However, the new software, which can be loaded directly onto an application server or on a separate Windows server, works only in connection with CommVault's other QiNetix data management and storage management products. QNet gathers backup and recovery information from CommVault's Galaxy application; archiving and migration info from its DataMigrator; and high-availability metrics from the company's Quick Recovery software. In addition, it offers a variety of status reports, including which jobs and operations succeeded and which failed, and trend information to guide customers through necessary changes to correct or improve operations, CommVault says.
Of course, many other vendors are also touting products aimed at improving storage utilization, including Computer Associates International Inc. (CA) (NYSE: CA), Hewlett-Packard Co. (NYSE: HPQ), IBM Corp. (NYSE: IBM), Legato Systems Inc. (Nasdaq: LGTO), and Veritas Software Corp. (Nasdaq: VRTS). But Van Wagoner insists that CommVault is the only company currently offering a view of the entire storage smorgasbord (see CA Spans Into SANs and Veritas Moves up the Stack).
Enterprise Storage Group Inc. analyst Steve Kenniston says CommVault has a unique offering today. "It's pretty interesting to see CommVault taking an approach that follows the lifecycle management paradigm," he says. "They're moving up the food chain... to ease companies through the cycle." Especially for smaller enterprises, he says, this approach should prove attractive.
But at least one vendor, Bocada Inc., seems to offer very similar functionality.
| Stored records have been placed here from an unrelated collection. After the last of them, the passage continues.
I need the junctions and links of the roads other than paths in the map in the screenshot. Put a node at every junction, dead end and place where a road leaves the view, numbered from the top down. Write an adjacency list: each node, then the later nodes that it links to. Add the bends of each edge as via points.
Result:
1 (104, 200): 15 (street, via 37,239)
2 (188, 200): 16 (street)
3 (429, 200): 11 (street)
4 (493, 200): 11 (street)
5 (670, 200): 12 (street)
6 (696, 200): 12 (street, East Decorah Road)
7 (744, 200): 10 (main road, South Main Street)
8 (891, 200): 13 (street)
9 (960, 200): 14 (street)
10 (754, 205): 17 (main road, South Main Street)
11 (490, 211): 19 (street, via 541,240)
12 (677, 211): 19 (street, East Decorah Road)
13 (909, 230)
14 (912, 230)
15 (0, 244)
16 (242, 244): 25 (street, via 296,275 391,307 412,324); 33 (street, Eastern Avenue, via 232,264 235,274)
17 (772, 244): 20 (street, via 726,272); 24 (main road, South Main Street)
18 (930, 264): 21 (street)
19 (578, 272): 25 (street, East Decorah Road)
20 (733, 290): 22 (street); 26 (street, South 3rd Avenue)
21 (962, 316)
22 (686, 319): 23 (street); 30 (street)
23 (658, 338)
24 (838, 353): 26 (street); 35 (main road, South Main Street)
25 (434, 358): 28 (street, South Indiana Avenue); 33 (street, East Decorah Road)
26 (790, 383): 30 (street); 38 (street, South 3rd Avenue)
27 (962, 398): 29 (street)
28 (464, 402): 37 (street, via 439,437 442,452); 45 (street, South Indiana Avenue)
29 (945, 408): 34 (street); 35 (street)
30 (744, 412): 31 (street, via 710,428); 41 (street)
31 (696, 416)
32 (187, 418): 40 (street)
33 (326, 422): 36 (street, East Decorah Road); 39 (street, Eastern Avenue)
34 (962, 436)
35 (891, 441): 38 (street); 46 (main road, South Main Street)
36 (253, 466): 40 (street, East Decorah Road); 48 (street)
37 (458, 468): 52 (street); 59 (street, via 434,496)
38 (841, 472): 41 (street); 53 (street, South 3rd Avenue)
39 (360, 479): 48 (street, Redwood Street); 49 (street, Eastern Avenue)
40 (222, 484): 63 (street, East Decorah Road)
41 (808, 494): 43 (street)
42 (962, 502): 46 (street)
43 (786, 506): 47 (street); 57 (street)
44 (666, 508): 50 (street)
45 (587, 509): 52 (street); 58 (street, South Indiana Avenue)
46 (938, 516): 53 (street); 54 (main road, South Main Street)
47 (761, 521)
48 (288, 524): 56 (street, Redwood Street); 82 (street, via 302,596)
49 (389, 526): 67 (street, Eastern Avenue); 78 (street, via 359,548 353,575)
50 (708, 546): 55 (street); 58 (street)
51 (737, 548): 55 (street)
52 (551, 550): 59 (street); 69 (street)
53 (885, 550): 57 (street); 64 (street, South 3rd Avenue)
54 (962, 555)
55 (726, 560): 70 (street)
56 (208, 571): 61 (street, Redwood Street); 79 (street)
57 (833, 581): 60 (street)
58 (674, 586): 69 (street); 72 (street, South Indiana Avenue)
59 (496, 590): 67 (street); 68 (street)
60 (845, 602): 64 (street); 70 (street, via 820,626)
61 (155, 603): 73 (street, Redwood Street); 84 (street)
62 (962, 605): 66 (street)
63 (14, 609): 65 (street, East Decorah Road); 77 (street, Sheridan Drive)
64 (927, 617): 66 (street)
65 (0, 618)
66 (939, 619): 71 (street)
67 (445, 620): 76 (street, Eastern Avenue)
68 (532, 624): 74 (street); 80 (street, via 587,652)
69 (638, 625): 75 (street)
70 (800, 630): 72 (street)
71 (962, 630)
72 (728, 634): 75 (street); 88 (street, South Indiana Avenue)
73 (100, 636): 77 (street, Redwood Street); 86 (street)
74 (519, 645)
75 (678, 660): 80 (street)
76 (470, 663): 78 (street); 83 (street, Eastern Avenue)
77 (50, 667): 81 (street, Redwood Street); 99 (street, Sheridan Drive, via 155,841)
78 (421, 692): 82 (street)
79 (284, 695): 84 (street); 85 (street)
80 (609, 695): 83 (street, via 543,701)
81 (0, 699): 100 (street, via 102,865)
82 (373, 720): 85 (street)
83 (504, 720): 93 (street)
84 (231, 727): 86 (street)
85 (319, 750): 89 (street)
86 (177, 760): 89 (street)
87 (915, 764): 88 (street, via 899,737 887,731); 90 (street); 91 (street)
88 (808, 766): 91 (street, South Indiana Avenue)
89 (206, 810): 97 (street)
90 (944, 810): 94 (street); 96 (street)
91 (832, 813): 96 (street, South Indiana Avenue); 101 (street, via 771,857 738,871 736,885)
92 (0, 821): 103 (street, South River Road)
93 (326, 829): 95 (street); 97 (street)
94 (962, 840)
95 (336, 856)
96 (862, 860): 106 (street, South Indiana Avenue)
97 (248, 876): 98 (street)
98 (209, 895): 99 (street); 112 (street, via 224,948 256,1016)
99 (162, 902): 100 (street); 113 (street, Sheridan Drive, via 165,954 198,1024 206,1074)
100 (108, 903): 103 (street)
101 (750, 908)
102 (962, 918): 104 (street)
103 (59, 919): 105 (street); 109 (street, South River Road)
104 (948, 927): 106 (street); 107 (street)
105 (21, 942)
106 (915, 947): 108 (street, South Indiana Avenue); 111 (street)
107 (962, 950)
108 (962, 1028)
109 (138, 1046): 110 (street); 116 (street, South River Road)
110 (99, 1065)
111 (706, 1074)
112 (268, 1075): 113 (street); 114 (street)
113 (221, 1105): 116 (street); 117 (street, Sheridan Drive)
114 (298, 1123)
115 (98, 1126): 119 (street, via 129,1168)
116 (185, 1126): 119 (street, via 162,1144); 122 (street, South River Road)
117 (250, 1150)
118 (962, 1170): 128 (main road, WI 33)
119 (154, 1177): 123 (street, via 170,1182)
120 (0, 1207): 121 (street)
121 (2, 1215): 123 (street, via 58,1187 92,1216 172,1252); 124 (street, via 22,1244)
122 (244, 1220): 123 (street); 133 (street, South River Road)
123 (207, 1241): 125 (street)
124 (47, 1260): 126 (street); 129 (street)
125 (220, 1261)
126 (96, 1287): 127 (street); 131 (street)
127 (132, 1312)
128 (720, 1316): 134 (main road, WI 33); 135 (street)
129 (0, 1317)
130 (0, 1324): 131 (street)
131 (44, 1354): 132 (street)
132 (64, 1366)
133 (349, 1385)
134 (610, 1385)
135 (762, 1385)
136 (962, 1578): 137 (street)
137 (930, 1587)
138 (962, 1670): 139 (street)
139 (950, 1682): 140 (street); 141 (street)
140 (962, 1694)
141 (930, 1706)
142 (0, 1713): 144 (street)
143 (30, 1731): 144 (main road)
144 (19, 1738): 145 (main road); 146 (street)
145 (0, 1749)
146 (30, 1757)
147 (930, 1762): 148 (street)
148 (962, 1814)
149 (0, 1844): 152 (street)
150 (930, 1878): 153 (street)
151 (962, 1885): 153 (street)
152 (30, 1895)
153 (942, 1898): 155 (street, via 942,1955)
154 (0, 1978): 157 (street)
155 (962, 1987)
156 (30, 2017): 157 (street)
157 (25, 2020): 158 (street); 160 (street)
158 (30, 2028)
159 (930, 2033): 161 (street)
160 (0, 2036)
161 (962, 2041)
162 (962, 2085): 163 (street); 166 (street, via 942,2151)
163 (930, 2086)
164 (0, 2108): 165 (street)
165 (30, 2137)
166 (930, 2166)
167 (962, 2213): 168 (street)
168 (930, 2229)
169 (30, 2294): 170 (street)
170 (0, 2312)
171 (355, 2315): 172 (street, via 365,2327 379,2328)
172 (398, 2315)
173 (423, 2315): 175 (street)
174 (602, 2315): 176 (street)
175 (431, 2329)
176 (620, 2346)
Bocada's BackupReport software, which already has 80 customers, tracks backups' success and failure rates, data backup trends, system throughput, and other metrics. And, unlike CommVault's QNet, Backup Report doesn't only play with itself.
"Our experience tells us that nearly all of the major enterprise customers have heterogeneous software environments," says Bocada VP of marketing Drake Pruitt, pointing out that Backup Report supports six third-party backup software packages. "People don't want to manage those [packages] as islands."